** GIVEN RECORDS follows **

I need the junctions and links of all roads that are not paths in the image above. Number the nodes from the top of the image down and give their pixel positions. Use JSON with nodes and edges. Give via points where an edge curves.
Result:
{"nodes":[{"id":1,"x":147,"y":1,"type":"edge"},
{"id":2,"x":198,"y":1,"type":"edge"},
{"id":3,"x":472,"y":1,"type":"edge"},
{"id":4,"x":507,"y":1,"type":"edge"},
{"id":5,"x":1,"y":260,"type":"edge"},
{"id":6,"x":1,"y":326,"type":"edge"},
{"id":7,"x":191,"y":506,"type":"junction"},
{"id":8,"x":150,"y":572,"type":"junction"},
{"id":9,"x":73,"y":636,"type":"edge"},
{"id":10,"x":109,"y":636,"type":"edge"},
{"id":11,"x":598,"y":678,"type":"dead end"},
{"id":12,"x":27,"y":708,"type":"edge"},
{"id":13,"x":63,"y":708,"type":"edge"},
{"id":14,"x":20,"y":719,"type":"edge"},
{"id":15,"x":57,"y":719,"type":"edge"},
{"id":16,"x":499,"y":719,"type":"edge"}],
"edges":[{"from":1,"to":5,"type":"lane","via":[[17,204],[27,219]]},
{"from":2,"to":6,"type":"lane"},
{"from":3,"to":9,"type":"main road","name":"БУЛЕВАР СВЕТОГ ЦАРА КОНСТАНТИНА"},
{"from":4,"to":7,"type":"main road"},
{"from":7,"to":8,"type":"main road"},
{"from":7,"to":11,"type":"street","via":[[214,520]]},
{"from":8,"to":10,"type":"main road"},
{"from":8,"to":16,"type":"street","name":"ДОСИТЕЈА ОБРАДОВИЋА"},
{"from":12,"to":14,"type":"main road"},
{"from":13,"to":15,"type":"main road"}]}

** End of GIVEN RECORDS **
** GIVEN RECORDS follows **

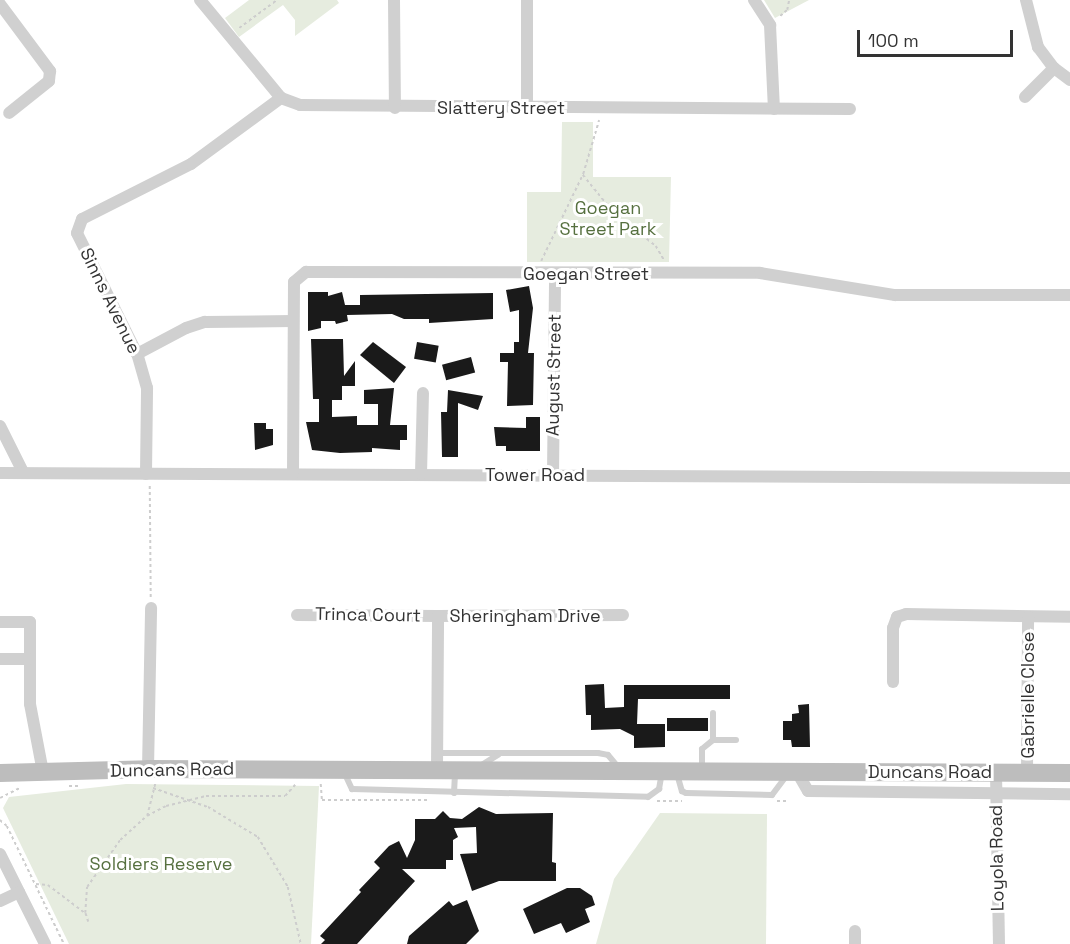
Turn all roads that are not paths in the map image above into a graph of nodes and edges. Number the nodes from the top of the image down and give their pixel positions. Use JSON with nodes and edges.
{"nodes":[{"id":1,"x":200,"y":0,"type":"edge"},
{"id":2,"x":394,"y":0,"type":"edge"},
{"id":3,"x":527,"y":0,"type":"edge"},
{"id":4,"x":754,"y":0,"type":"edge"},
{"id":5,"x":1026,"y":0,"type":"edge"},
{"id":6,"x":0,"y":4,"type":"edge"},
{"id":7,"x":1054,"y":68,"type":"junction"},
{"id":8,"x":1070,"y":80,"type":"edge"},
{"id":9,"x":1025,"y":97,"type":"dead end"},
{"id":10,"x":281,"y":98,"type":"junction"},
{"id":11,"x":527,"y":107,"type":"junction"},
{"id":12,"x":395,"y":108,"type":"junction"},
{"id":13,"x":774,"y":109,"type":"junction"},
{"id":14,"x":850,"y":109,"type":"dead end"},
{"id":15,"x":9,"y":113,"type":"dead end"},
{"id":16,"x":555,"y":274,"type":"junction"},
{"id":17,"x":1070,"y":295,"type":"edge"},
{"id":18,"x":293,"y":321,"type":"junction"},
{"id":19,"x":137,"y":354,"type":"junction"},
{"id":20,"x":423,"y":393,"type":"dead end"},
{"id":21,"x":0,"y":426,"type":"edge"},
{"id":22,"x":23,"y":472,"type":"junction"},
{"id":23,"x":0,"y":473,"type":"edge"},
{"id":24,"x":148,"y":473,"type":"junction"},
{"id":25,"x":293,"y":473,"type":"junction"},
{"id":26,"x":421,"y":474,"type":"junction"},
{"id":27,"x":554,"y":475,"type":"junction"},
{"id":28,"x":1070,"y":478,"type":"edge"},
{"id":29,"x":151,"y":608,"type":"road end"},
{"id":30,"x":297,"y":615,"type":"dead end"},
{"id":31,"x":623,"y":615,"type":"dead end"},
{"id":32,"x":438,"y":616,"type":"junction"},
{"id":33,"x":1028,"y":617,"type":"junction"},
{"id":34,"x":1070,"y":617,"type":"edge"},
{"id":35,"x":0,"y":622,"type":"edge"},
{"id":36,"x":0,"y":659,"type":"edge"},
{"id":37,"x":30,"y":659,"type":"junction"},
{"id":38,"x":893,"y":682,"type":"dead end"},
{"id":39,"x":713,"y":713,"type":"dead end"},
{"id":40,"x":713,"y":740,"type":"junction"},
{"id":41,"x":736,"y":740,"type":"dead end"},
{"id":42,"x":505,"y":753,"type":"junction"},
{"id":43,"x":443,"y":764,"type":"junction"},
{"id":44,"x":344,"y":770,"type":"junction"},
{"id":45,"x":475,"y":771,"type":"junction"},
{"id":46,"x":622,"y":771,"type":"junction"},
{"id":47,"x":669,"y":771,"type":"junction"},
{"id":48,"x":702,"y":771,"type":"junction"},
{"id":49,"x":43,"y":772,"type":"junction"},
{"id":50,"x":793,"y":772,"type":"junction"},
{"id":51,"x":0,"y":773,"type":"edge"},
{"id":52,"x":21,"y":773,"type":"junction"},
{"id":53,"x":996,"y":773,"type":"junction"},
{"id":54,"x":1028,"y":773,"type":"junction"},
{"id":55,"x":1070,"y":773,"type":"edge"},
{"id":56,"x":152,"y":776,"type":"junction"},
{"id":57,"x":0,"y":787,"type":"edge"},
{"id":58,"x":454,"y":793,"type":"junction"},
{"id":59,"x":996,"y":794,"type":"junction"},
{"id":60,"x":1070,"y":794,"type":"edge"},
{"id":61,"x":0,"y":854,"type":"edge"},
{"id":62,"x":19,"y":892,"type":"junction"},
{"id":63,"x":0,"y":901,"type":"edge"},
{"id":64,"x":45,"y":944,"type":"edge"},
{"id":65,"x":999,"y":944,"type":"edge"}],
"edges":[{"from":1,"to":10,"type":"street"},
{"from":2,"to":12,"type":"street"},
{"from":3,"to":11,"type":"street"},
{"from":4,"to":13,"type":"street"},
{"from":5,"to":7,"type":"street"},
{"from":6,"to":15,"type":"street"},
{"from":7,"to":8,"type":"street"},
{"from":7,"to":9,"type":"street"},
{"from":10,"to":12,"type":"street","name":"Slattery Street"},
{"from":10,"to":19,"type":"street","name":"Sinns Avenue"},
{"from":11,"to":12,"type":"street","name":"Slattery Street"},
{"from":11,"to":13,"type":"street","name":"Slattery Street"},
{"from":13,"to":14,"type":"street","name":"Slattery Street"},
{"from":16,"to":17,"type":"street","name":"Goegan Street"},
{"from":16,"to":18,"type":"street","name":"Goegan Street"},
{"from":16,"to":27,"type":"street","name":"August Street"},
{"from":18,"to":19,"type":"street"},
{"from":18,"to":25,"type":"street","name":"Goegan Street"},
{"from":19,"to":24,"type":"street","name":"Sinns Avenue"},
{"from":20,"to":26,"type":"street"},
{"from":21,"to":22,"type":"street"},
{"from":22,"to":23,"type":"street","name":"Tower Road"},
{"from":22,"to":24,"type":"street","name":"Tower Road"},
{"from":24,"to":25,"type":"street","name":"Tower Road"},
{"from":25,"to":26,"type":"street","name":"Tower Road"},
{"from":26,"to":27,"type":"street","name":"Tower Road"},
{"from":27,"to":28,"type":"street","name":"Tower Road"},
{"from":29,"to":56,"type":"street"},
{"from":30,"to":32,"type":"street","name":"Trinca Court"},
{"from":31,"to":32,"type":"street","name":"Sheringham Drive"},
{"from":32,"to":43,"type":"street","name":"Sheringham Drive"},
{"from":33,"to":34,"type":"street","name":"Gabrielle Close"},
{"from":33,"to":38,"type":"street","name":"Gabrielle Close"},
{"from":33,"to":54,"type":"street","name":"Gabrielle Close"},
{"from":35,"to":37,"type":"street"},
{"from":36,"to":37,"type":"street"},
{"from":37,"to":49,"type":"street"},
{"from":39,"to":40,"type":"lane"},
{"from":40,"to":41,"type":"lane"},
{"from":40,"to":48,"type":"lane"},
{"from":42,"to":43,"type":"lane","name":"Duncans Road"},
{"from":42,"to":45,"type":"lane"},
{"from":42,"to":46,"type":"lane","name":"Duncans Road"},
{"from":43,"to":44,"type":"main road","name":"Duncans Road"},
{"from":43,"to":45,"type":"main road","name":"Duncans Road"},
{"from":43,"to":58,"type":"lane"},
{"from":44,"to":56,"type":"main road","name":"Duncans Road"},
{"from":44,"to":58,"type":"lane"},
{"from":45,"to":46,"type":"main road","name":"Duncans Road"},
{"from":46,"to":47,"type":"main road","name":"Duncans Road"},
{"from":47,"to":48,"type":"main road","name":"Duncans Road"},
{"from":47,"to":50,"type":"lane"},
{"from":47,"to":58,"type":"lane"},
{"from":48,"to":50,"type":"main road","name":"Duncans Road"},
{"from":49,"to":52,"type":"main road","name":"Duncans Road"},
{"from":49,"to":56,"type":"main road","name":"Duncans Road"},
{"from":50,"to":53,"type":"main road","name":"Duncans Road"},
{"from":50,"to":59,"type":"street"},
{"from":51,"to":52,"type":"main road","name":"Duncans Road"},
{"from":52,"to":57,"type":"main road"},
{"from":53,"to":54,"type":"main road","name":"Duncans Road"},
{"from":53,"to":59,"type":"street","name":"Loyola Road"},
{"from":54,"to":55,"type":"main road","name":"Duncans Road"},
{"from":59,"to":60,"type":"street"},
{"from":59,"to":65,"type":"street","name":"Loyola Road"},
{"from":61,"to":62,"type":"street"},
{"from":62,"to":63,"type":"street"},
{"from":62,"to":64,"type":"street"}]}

** End of GIVEN RECORDS **

TASK DIRECTIONS ▸ Your answer should be each line from the entries that includes the string "down".

TASK RESPONSE ▸
I need the junctions and links of all roads that are not paths in the image above. Number the nodes from the top of the image down and give their pixel positions. Use JSON with nodes and edges. Give via points where an edge curves.
Turn all roads that are not paths in the map image above into a graph of nodes and edges. Number the nodes from the top of the image down and give their pixel positions. Use JSON with nodes and edges.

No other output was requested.